#### PROBLEM TO WORK ON
Print each entry in full, word for word, with no pictures in the result.

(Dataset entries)
- - - - -

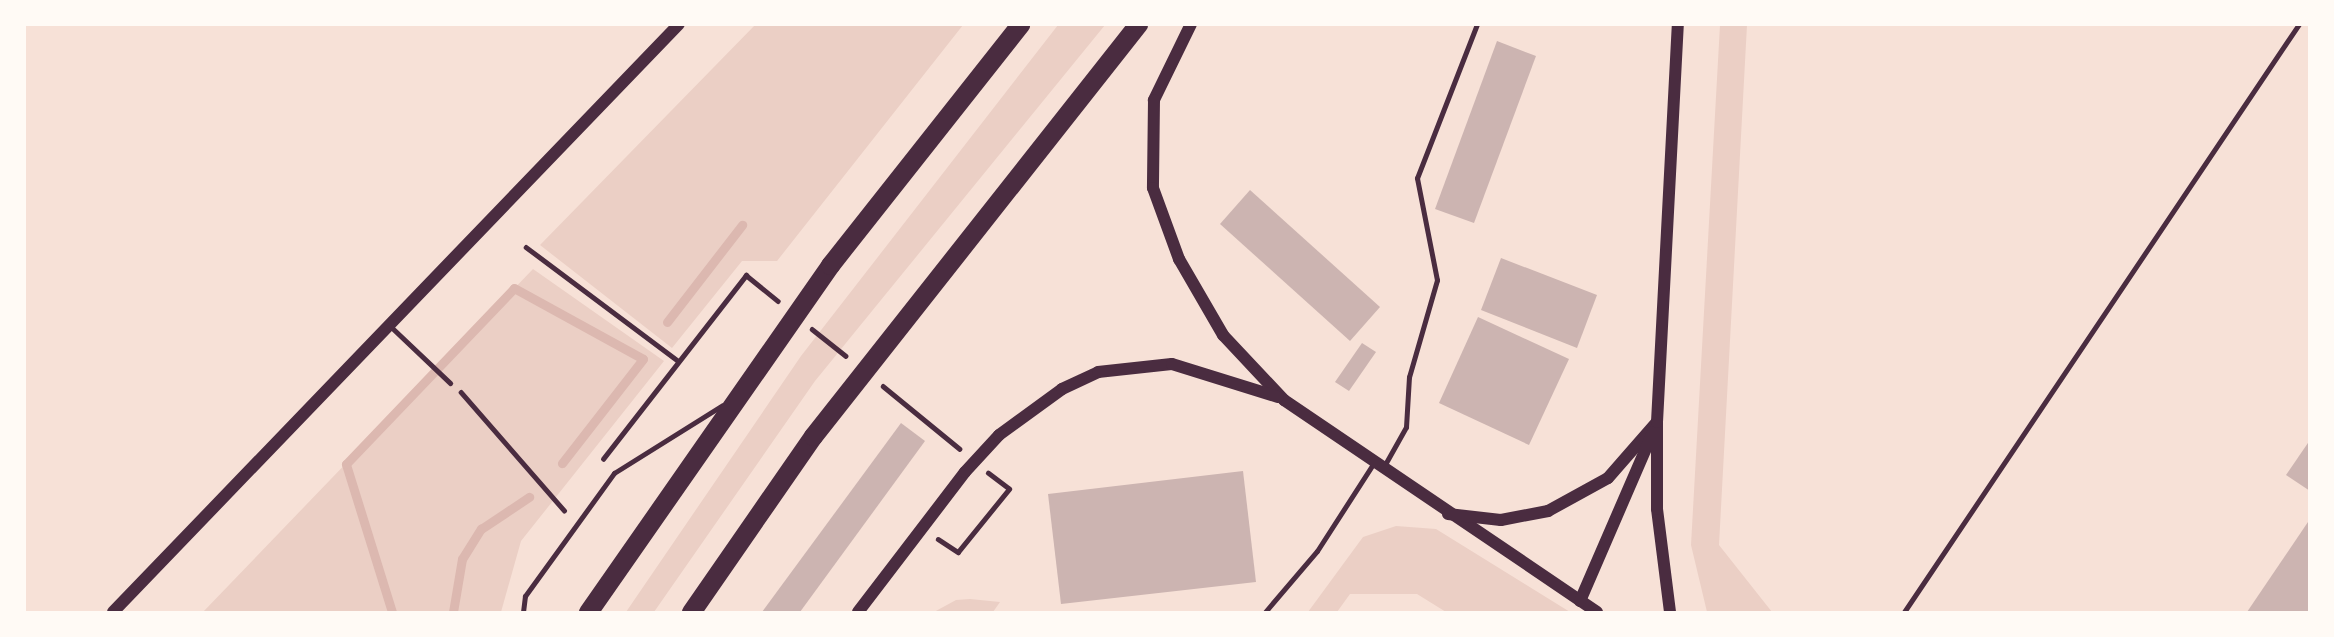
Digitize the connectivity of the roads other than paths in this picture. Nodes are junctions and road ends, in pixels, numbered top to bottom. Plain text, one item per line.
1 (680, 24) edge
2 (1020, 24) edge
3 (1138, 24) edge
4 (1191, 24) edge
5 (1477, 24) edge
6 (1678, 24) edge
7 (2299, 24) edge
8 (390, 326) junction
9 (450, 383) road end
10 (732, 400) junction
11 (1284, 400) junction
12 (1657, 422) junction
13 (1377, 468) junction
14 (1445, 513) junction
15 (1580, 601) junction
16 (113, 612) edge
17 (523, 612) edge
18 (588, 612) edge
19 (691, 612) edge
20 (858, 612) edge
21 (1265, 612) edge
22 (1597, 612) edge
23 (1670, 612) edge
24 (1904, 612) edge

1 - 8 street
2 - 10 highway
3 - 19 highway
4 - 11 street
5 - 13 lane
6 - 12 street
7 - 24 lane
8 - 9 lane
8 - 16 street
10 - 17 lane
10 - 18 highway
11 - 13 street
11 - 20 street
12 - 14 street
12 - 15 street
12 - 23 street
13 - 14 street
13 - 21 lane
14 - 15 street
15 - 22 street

- - - - -

#### ANSWER TO THIS EXERCISE
Digitize the connectivity of the roads other than paths in this picture. Nodes are junctions and road ends, in pixels, numbered top to bottom. Plain text, one item per line.
1 (680, 24) edge
2 (1020, 24) edge
3 (1138, 24) edge
4 (1191, 24) edge
5 (1477, 24) edge
6 (1678, 24) edge
7 (2299, 24) edge
8 (390, 326) junction
9 (450, 383) road end
10 (732, 400) junction
11 (1284, 400) junction
12 (1657, 422) junction
13 (1377, 468) junction
14 (1445, 513) junction
15 (1580, 601) junction
16 (113, 612) edge
17 (523, 612) edge
18 (588, 612) edge
19 (691, 612) edge
20 (858, 612) edge
21 (1265, 612) edge
22 (1597, 612) edge
23 (1670, 612) edge
24 (1904, 612) edge

1 - 8 street
2 - 10 highway
3 - 19 highway
4 - 11 street
5 - 13 lane
6 - 12 street
7 - 24 lane
8 - 9 lane
8 - 16 street
10 - 17 lane
10 - 18 highway
11 - 13 street
11 - 20 street
12 - 14 street
12 - 15 street
12 - 23 street
13 - 14 street
13 - 21 lane
14 - 15 street
15 - 22 street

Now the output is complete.